THE TASK — Beneath this instruction is a block of data; output from it exactly the lines that run from the one containing "thumb mcp: (541, 219)" through the one containing "pinky pip: (614, 461)", inclusive.

==== THE RECORDS

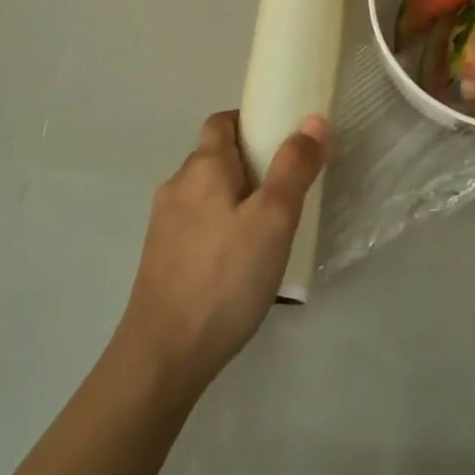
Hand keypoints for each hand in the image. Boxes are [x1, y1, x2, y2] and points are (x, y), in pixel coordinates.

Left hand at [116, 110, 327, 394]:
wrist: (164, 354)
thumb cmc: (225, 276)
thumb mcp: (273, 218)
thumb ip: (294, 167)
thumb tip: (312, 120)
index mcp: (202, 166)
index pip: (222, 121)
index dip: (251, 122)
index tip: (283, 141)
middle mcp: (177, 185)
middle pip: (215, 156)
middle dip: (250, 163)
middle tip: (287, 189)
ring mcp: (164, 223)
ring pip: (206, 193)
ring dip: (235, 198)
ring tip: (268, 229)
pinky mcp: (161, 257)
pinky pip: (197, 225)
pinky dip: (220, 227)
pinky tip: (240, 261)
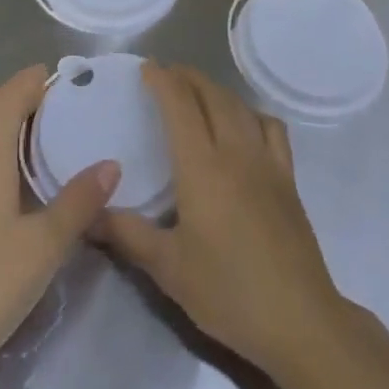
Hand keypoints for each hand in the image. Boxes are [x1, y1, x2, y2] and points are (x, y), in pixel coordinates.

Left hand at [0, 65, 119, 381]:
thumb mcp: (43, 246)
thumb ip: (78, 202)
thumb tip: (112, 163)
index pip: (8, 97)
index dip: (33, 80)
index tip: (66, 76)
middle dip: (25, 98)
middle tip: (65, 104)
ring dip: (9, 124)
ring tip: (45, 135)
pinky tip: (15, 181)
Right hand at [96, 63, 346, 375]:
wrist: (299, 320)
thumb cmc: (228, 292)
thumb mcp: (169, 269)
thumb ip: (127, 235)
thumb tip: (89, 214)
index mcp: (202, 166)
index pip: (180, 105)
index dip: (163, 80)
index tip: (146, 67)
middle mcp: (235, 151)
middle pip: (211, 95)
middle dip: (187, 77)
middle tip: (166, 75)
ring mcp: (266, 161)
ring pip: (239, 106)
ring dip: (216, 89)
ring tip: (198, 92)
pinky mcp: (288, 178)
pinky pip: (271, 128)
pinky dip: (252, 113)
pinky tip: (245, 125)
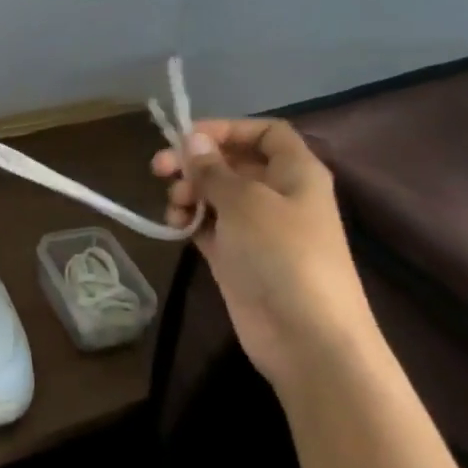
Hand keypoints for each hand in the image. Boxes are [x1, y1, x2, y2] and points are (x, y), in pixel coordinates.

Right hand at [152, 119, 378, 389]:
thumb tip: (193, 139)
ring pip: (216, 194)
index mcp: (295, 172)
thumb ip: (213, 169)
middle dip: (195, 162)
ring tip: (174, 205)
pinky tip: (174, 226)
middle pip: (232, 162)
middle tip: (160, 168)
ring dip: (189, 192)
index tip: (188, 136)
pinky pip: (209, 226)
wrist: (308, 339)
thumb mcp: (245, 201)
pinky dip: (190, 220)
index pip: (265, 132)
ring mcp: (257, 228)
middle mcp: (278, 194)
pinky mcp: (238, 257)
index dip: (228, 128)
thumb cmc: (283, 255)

========
==== THE RECORDS

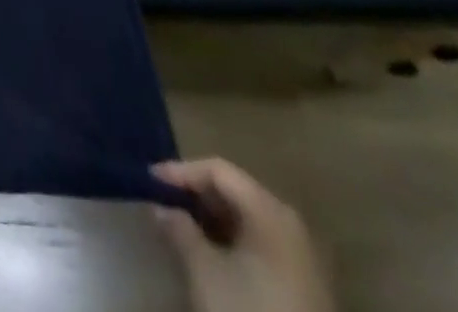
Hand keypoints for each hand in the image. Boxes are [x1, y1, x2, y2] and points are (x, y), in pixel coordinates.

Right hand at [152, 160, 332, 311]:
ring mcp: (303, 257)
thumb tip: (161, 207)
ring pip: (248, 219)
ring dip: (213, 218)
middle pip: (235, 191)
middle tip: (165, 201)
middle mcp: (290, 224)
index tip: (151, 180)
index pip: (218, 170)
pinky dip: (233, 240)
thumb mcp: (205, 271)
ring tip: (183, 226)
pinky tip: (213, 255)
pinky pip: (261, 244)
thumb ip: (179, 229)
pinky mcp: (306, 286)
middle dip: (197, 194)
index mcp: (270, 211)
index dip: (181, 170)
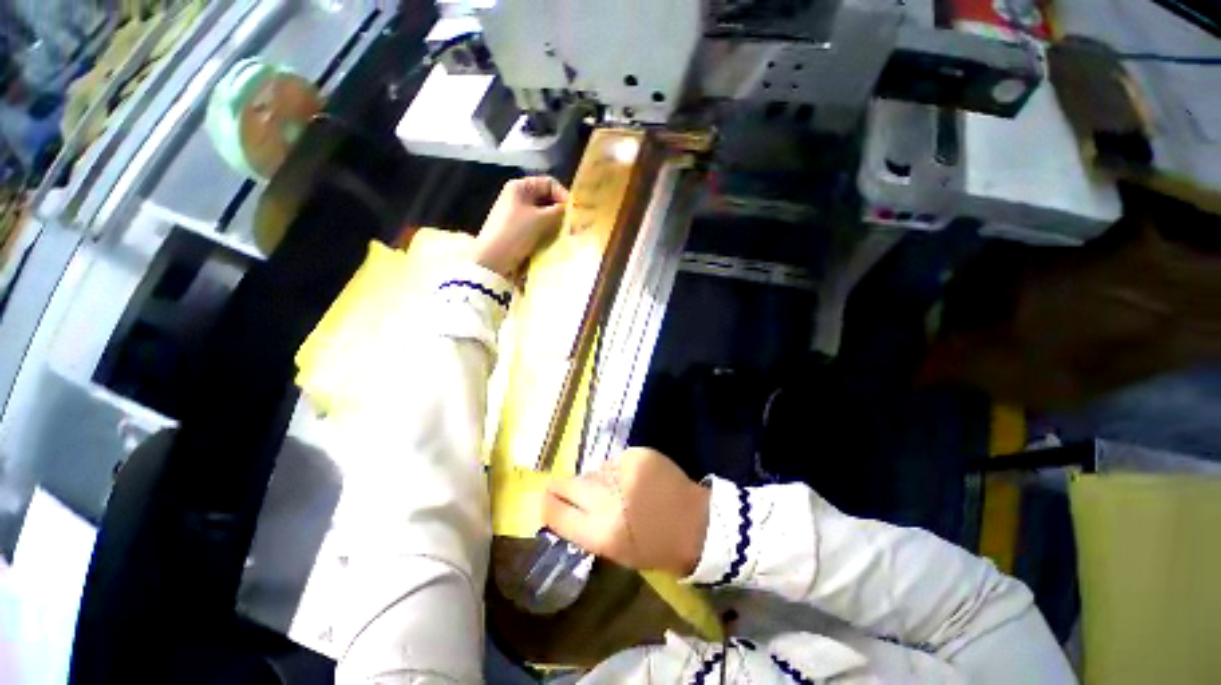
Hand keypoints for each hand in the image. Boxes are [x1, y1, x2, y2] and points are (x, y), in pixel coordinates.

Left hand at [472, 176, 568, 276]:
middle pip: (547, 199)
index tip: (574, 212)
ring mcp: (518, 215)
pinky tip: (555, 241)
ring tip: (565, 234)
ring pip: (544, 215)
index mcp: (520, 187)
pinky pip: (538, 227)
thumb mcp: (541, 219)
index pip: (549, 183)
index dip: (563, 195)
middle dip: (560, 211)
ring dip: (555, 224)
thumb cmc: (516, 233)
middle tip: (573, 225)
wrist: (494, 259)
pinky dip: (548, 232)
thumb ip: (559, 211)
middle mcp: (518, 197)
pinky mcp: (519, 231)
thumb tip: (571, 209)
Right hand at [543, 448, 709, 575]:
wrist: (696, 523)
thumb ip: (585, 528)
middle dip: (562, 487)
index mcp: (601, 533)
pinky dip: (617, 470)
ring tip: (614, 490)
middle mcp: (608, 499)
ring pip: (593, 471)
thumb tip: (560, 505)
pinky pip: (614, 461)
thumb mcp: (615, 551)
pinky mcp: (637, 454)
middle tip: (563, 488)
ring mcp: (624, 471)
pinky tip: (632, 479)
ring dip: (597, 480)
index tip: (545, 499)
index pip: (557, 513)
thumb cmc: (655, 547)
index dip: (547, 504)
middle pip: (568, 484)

========

SOLUTION TO THIS TASK —
thumb mcp: (541, 219)
index pip: (549, 183)
index dip: (563, 195)
middle dip: (560, 211)
ring dip: (555, 224)
thumb cmc: (516, 233)
middle tip: (573, 225)
wrist: (494, 259)
pinky dip: (548, 232)
thumb ip: (559, 211)
middle mcp: (518, 197)
pinky mcp: (519, 231)
thumb tip: (571, 209)
Right hand at [543, 448, 709, 575]:
wrist: (696, 523)
thumb ip: (585, 528)
middle dip: (562, 487)
index mcp: (601, 533)
pinky dip: (617, 470)
ring tip: (614, 490)
middle mcp: (608, 499)
ring pip: (593, 471)
thumb tip: (560, 505)
pinky pip: (614, 461)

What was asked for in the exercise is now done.